» **RECORD SET**
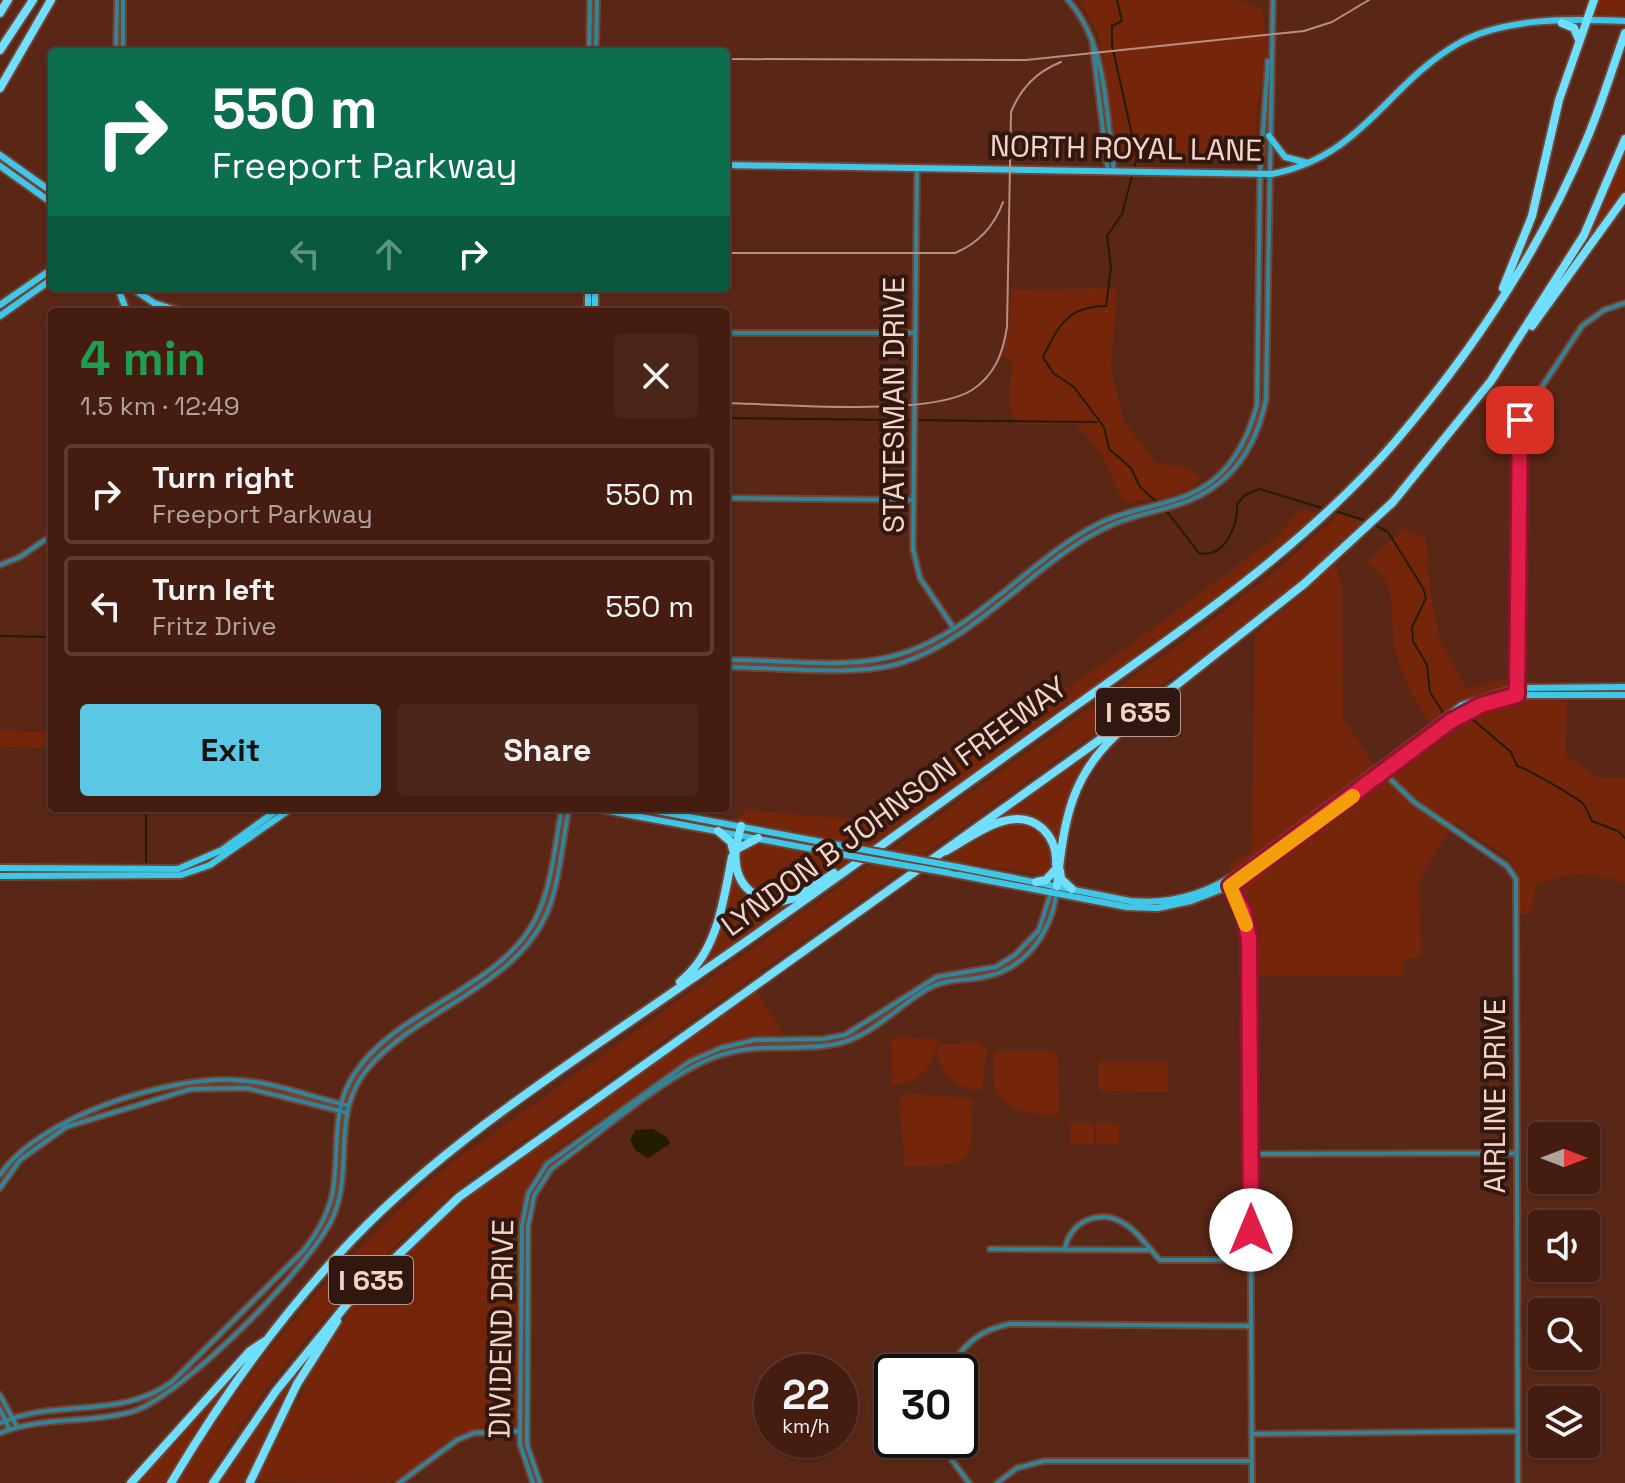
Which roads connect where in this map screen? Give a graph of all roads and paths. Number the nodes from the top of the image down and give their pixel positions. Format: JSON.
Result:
{"nodes":[{"id":1,"x":8,"y":0,"type":"edge"},
{"id":2,"x":27,"y":0,"type":"edge"},
{"id":3,"x":33,"y":0,"type":"edge"},
{"id":4,"x":51,"y":0,"type":"edge"},
{"id":5,"x":120,"y":0,"type":"edge"},
{"id":6,"x":590,"y":0,"type":"edge"},
{"id":7,"x":597,"y":0,"type":"edge"},
{"id":8,"x":1068,"y":0,"type":"edge"},
{"id":9,"x":1273,"y":0,"type":"edge"},
{"id":10,"x":1594,"y":0,"type":"edge"},
{"id":11,"x":0,"y":13,"type":"edge"},
{"id":12,"x":1586,"y":20,"type":"junction"},
{"id":13,"x":1625,"y":21,"type":"edge"},
{"id":14,"x":1562,"y":23,"type":"junction"},
{"id":15,"x":1623,"y":37,"type":"edge"},
{"id":16,"x":1092,"y":40,"type":"junction"},
{"id":17,"x":0,"y":42,"type":"edge"},
{"id":18,"x":1578,"y":43,"type":"junction"},
{"id":19,"x":116,"y":48,"type":"edge"},
{"id":20,"x":123,"y":48,"type":"edge"},
{"id":21,"x":589,"y":48,"type":"edge"},
{"id":22,"x":596,"y":48,"type":"edge"},
{"id":23,"x":0,"y":50,"type":"edge"},
{"id":24,"x":1269,"y":58,"type":"junction"},
{"id":25,"x":1102,"y":83,"type":"junction"},
{"id":26,"x":1094,"y":84,"type":"junction"},
{"id":27,"x":0,"y":88,"type":"edge"},
{"id":28,"x":1269,"y":136,"type":"junction"},
{"id":29,"x":1625,"y":139,"type":"edge"},
{"id":30,"x":0,"y":155,"type":"edge"},
{"id":31,"x":1312,"y":163,"type":"junction"},
{"id":32,"x":730,"y":165,"type":"edge"},
{"id":33,"x":0,"y":166,"type":"edge"},
{"id":34,"x":917,"y":167,"type":"junction"},
{"id":35,"x":1111,"y":172,"type":"junction"},
{"id":36,"x":1260,"y":174,"type":"junction"},
{"id":37,"x":1269,"y":174,"type":"junction"},
{"id":38,"x":30,"y":180,"type":"junction"},
{"id":39,"x":48,"y":190,"type":"edge"},
{"id":40,"x":1625,"y":197,"type":"edge"},
{"id":41,"x":48,"y":199,"type":"edge"},
{"id":42,"x":48,"y":272,"type":"edge"},
{"id":43,"x":48,"y":282,"type":"edge"},
{"id":44,"x":138,"y":292,"type":"edge"},
{"id":45,"x":1625,"y":303,"type":"edge"},
{"id":46,"x":0,"y":305,"type":"edge"},
{"id":47,"x":170,"y":308,"type":"edge"},
{"id":48,"x":0,"y":316,"type":"edge"},
{"id":49,"x":730,"y":333,"type":"edge"},
{"id":50,"x":915,"y":333,"type":"junction"},
{"id":51,"x":1466,"y":351,"type":"junction"},
{"id":52,"x":1491,"y":381,"type":"junction"},
{"id":53,"x":1210,"y":486,"type":"junction"},
{"id":54,"x":1192,"y":497,"type":"junction"},
{"id":55,"x":730,"y":498,"type":"edge"},
{"id":56,"x":914,"y":500,"type":"junction"},
{"id":57,"x":48,"y":537,"type":"edge"},
{"id":58,"x":0,"y":565,"type":"edge"},
{"id":59,"x":1020,"y":580,"type":"junction"},
{"id":60,"x":1024,"y":585,"type":"junction"},
{"id":61,"x":955,"y":630,"type":"junction"},
{"id":62,"x":730,"y":660,"type":"edge"},
{"id":63,"x":730,"y":667,"type":"edge"},
{"id":64,"x":1175,"y":686,"type":"junction"},
{"id":65,"x":1625,"y":687,"type":"edge"},
{"id":66,"x":1517,"y":691,"type":"junction"},
{"id":67,"x":1625,"y":695,"type":"edge"},
{"id":68,"x":1382,"y":769,"type":"junction"},
{"id":69,"x":276,"y":812,"type":"edge"},
{"id":70,"x":561,"y":812,"type":"edge"},
{"id":71,"x":568,"y":812,"type":"edge"},
{"id":72,"x":615,"y":812,"type":"edge"},
{"id":73,"x":659,"y":812,"type":"edge"},
{"id":74,"x":916,"y":821,"type":"junction"},
{"id":75,"x":738,"y":830,"type":"junction"},
{"id":76,"x":718,"y":831,"type":"junction"},
{"id":77,"x":758,"y":838,"type":"junction"},
{"id":78,"x":734,"y":850,"type":"junction"},
{"id":79,"x":217,"y":857,"type":"junction"},
{"id":80,"x":0,"y":868,"type":"edge"},
{"id":81,"x":1057,"y":870,"type":"junction"},
{"id":82,"x":911,"y":871,"type":"junction"},
{"id":83,"x":0,"y":876,"type":"edge"},
{"id":84,"x":1036,"y":882,"type":"junction"},
{"id":85,"x":1229,"y":883,"type":"junction"},
{"id":86,"x":1072,"y":889,"type":"junction"},
{"id":87,"x":1054,"y":890,"type":"junction"},
{"id":88,"x":1150,"y":905,"type":"junction"},
{"id":89,"x":892,"y":1010,"type":"junction"},
{"id":90,"x":626,"y":1025,"type":"junction"},
{"id":91,"x":234,"y":1080,"type":"junction"},
{"id":92,"x":234,"y":1087,"type":"junction"},
{"id":93,"x":347,"y":1105,"type":"junction"},
{"id":94,"x":339,"y":1107,"type":"junction"},
{"id":95,"x":103,"y":1108,"type":"junction"},
{"id":96,"x":345,"y":1112,"type":"junction"},
{"id":97,"x":105,"y":1114,"type":"junction"},
{"id":98,"x":597,"y":1127,"type":"junction"},
{"id":99,"x":601,"y":1133,"type":"junction"},
{"id":100,"x":1516,"y":1153,"type":"junction"},
{"id":101,"x":1251,"y":1154,"type":"junction"},
{"id":102,"x":0,"y":1175,"type":"edge"},
{"id":103,"x":0,"y":1188,"type":"edge"},
{"id":104,"x":990,"y":1249,"type":"dead end"},
{"id":105,"x":1065,"y":1250,"type":"junction"},
{"id":106,"x":1150,"y":1250,"type":"junction"},
{"id":107,"x":1251,"y":1260,"type":"junction"},
{"id":108,"x":347,"y":1304,"type":"junction"},
{"id":109,"x":1251,"y":1326,"type":"junction"},
{"id":110,"x":275,"y":1334,"type":"junction"},
{"id":111,"x":959,"y":1354,"type":"edge"},
{"id":112,"x":0,"y":1395,"type":"edge"},
{"id":113,"x":0,"y":1409,"type":"edge"},
{"id":114,"x":13,"y":1417,"type":"junction"},
{"id":115,"x":3,"y":1421,"type":"edge"},
{"id":116,"x":17,"y":1427,"type":"junction"},
{"id":117,"x":9,"y":1429,"type":"junction"},
{"id":118,"x":520,"y":1431,"type":"junction"},
{"id":119,"x":527,"y":1431,"type":"junction"},
{"id":120,"x":1517,"y":1431,"type":"junction"},
{"id":121,"x":0,"y":1433,"type":"edge"},
{"id":122,"x":1252,"y":1434,"type":"junction"},
{"id":123,"x":952,"y":1458,"type":"edge"},
{"id":124,"x":1252,"y":1461,"type":"junction"},
{"id":125,"x":131,"y":1483,"type":"edge"},
{"id":126,"x":171,"y":1483,"type":"edge"},
{"id":127,"x":213,"y":1483,"type":"edge"},
{"id":128,"x":252,"y":1483,"type":"edge"},
{"id":129,"x":399,"y":1483,"type":"edge"},
{"id":130,"x":533,"y":1483,"type":"edge"},
{"id":131,"x":540,"y":1483,"type":"edge"},
{"id":132,"x":969,"y":1483,"type":"edge"},
{"id":133,"x":997,"y":1483,"type":"edge"},
{"id":134,"x":1252,"y":1483,"type":"edge"},
{"id":135,"x":1518,"y":1483,"type":"edge"}],
"edges":[{"from":1,"to":11,"type":"highway"},
{"from":2,"to":17,"type":"highway"},
{"from":3,"to":23,"type":"highway"},
{"from":4,"to":27,"type":"highway"},
{"from":5,"to":19,"type":"street"},
{"from":5,"to":20,"type":"street"},
{"from":6,"to":21,"type":"street"},
{"from":7,"to":22,"type":"street"},
{"from":8,"to":16,"type":"street"},
{"from":9,"to":24,"type":"street"},
{"from":10,"to":12,"type":"highway"},
{"from":12,"to":13,"type":"main road","name":"NORTH ROYAL LANE"},
{"from":12,"to":14,"type":"main road","name":"NORTH ROYAL LANE"},
{"from":12,"to":18,"type":"highway"},
{"from":14,"to":18,"type":"highway"},
{"from":14,"to":31,"type":"main road","name":"NORTH ROYAL LANE"},
{"from":15,"to":51,"type":"highway","name":"LYNDON B JOHNSON FREEWAY","number":"I 635"},
{"from":16,"to":25,"type":"street"},
{"from":16,"to":26,"type":"street"},
{"from":18,"to":51,"type":"highway"},
{"from":24,"to":28,"type":"street"},
{"from":24,"to":36,"type":"street"},
{"from":25,"to":26,"type":"street"},
{"from":25,"to":35,"type":"street"},
{"from":26,"to":35,"type":"street"},
{"from":28,"to":31,"type":"main road"},
{"from":28,"to":37,"type":"street"},
{"from":29,"to":52,"type":"highway","name":"LYNDON B JOHNSON FREEWAY","number":"I 635"},
{"from":30,"to":38,"type":"main road"},
{"from":31,"to":37,"type":"main road","name":"NORTH ROYAL LANE"},
{"from":32,"to":34,"type":"main road","name":"NORTH ROYAL LANE"},
{"from":33,"to":38,"type":"main road"},
{"from":34,"to":35,"type":"main road","name":"NORTH ROYAL LANE"},
{"from":34,"to":50,"type":"street","name":"STATESMAN DRIVE"},
{"from":35,"to":36,"type":"main road","name":"NORTH ROYAL LANE"},
{"from":36,"to":37,"type":"main road","name":"NORTH ROYAL LANE"},
{"from":36,"to":53,"type":"street"},
{"from":37,"to":53,"type":"street"},
{"from":38,"to":39,"type":"main road"},
{"from":38,"to":41,"type":"main road"},
{"from":40,"to":52,"type":"highway"},
{"from":42,"to":46,"type":"main road"},
{"from":43,"to":48,"type":"main road"},
{"from":44,"to":47,"type":"main road"},
{"from":45,"to":66,"type":"street"},
{"from":49,"to":50,"type":"street"},
{"from":50,"to":56,"type":"street","name":"STATESMAN DRIVE"},
{"from":51,"to":74,"type":"highway","name":"LYNDON B JOHNSON FREEWAY","number":"I 635"},
{"from":52,"to":64,"type":"highway","name":"LYNDON B JOHNSON FREEWAY","number":"I 635"},
{"from":53,"to":54,"type":"street"},
{"from":54,"to":59,"type":"street"},
{"from":54,"to":60,"type":"street"},
{"from":55,"to":56,"type":"street"},
{"from":56,"to":61,"type":"street","name":"STATESMAN DRIVE"},
{"from":57,"to":58,"type":"street"},
{"from":59,"to":60,"type":"street"},
{"from":59,"to":61,"type":"street"},
{"from":60,"to":61,"type":"street"},
{"from":61,"to":62,"type":"street"},
{"from":61,"to":63,"type":"street"},
{"from":64,"to":81,"type":"highway"},
{"from":64,"to":82,"type":"highway","name":"LYNDON B JOHNSON FREEWAY","number":"I 635"},
{"from":65,"to":66,"type":"main road"},
{"from":66,"to":67,"type":"main road"},
{"from":66,"to":68,"type":"main road"},
{"from":68,"to":85,"type":"main road"},
{"from":68,"to":100,"type":"street","name":"AIRLINE DRIVE"},
{"from":69,"to":79,"type":"main road"},
{"from":70,"to":94,"type":"street"},
{"from":71,"to":93,"type":"street"},
{"from":72,"to":76,"type":"main road"},
{"from":73,"to":75,"type":"main road"},
{"from":74,"to":78,"type":"highway"},
{"from":74,"to":90,"type":"highway","name":"LYNDON B JOHNSON FREEWAY","number":"I 635"},
{"from":75,"to":76,"type":"main road"},
{"from":75,"to":77,"type":"main road"},
{"from":75,"to":78,"type":"highway"},
{"from":75,"to":84,"type":"main road","bridge":true},
{"from":76,"to":78,"type":"highway"},
{"from":77,"to":78,"type":"highway"},
{"from":77,"to":87,"type":"main road","bridge":true},
{"from":78,"to":90,"type":"highway"},
{"from":79,"to":80,"type":"main road"},
{"from":79,"to":83,"type":"main road"},
{"from":81,"to":82,"type":"highway"},
{"from":81,"to":84,"type":"highway"},
{"from":81,"to":86,"type":"highway"},
{"from":81,"to":87,"type":"highway"},
{"from":82,"to":108,"type":"highway","name":"LYNDON B JOHNSON FREEWAY","number":"I 635"},
{"from":84,"to":87,"type":"main road"},
{"from":85,"to":88,"type":"main road"},
{"from":85,"to":101,"type":"street"},
{"from":86,"to":87,"type":"main road"},
{"from":86,"to":88,"type":"main road"},
{"from":87,"to":88,"type":"main road"},
{"from":87,"to":89,"type":"street","name":"DIVIDEND DRIVE"},
{"from":89,"to":98,"type":"street","name":"DIVIDEND DRIVE"},
{"from":89,"to":99,"type":"street","name":"DIVIDEND DRIVE"},
{"from":90,"to":110,"type":"highway","name":"LYNDON B JOHNSON FREEWAY","number":"I 635"},
{"from":91,"to":92,"type":"street"},
{"from":91,"to":94,"type":"street"},
{"from":91,"to":95,"type":"street"},
{"from":92,"to":94,"type":"street"},
{"from":92,"to":97,"type":"street"},
{"from":93,"to":94,"type":"street"},
{"from":93,"to":96,"type":"street"},
{"from":94,"to":96,"type":"street"},
{"from":94,"to":114,"type":"street"},
{"from":95,"to":97,"type":"street"},
{"from":95,"to":102,"type":"street"},
{"from":96,"to":116,"type":"street"},
{"from":97,"to":103,"type":"street"},
{"from":98,"to":99,"type":"street"},
{"from":98,"to":118,"type":"street","name":"DIVIDEND DRIVE"},
{"from":99,"to":119,"type":"street","name":"DIVIDEND DRIVE"},
{"from":100,"to":101,"type":"street"},
{"from":100,"to":120,"type":"street","name":"AIRLINE DRIVE"},
{"from":101,"to":107,"type":"street"},
{"from":104,"to":105,"type":"street"},
{"from":105,"to":106,"type":"street"},
{"from":105,"to":106,"type":"street"},
{"from":106,"to":107,"type":"street"},
{"from":107,"to":109,"type":"street"},
{"from":108,"to":127,"type":"highway","name":"LYNDON B JOHNSON FREEWAY","number":"I 635"},
{"from":108,"to":128,"type":"highway"},
{"from":109,"to":111,"type":"street"},
{"from":109,"to":122,"type":"street"},
{"from":110,"to":125,"type":"highway"},
{"from":110,"to":126,"type":"highway","name":"LYNDON B JOHNSON FREEWAY","number":"I 635"},
{"from":112,"to":114,"type":"street"},
{"from":113,"to":115,"type":"street"},
{"from":114,"to":115,"type":"street"},
{"from":114,"to":116,"type":"street"},
{"from":115,"to":117,"type":"street"},
{"from":116,"to":117,"type":"street"},
{"from":117,"to":121,"type":"street"},
{"from":118,"to":119,"type":"street"},
{"from":118,"to":129,"type":"street"},
{"from":118,"to":130,"type":"street","name":"DIVIDEND DRIVE"},
{"from":119,"to":131,"type":"street","name":"DIVIDEND DRIVE"},
{"from":120,"to":122,"type":"street"},
{"from":120,"to":135,"type":"street","name":"AIRLINE DRIVE"},
{"from":122,"to":124,"type":"street"},
{"from":123,"to":132,"type":"street"},
{"from":124,"to":133,"type":"street"},
{"from":124,"to":134,"type":"street"}]}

» **WORK TO COMPLETE**
Lines of the listing above that hold the string "ROYAL" should each be copied.

» **ANSWER**
{"from":12,"to":13,"type":"main road","name":"NORTH ROYAL LANE"},
{"from":12,"to":14,"type":"main road","name":"NORTH ROYAL LANE"},
{"from":14,"to":31,"type":"main road","name":"NORTH ROYAL LANE"},
{"from":31,"to":37,"type":"main road","name":"NORTH ROYAL LANE"},
{"from":32,"to":34,"type":"main road","name":"NORTH ROYAL LANE"},
{"from":34,"to":35,"type":"main road","name":"NORTH ROYAL LANE"},
{"from":35,"to":36,"type":"main road","name":"NORTH ROYAL LANE"},
{"from":36,"to":37,"type":"main road","name":"NORTH ROYAL LANE"},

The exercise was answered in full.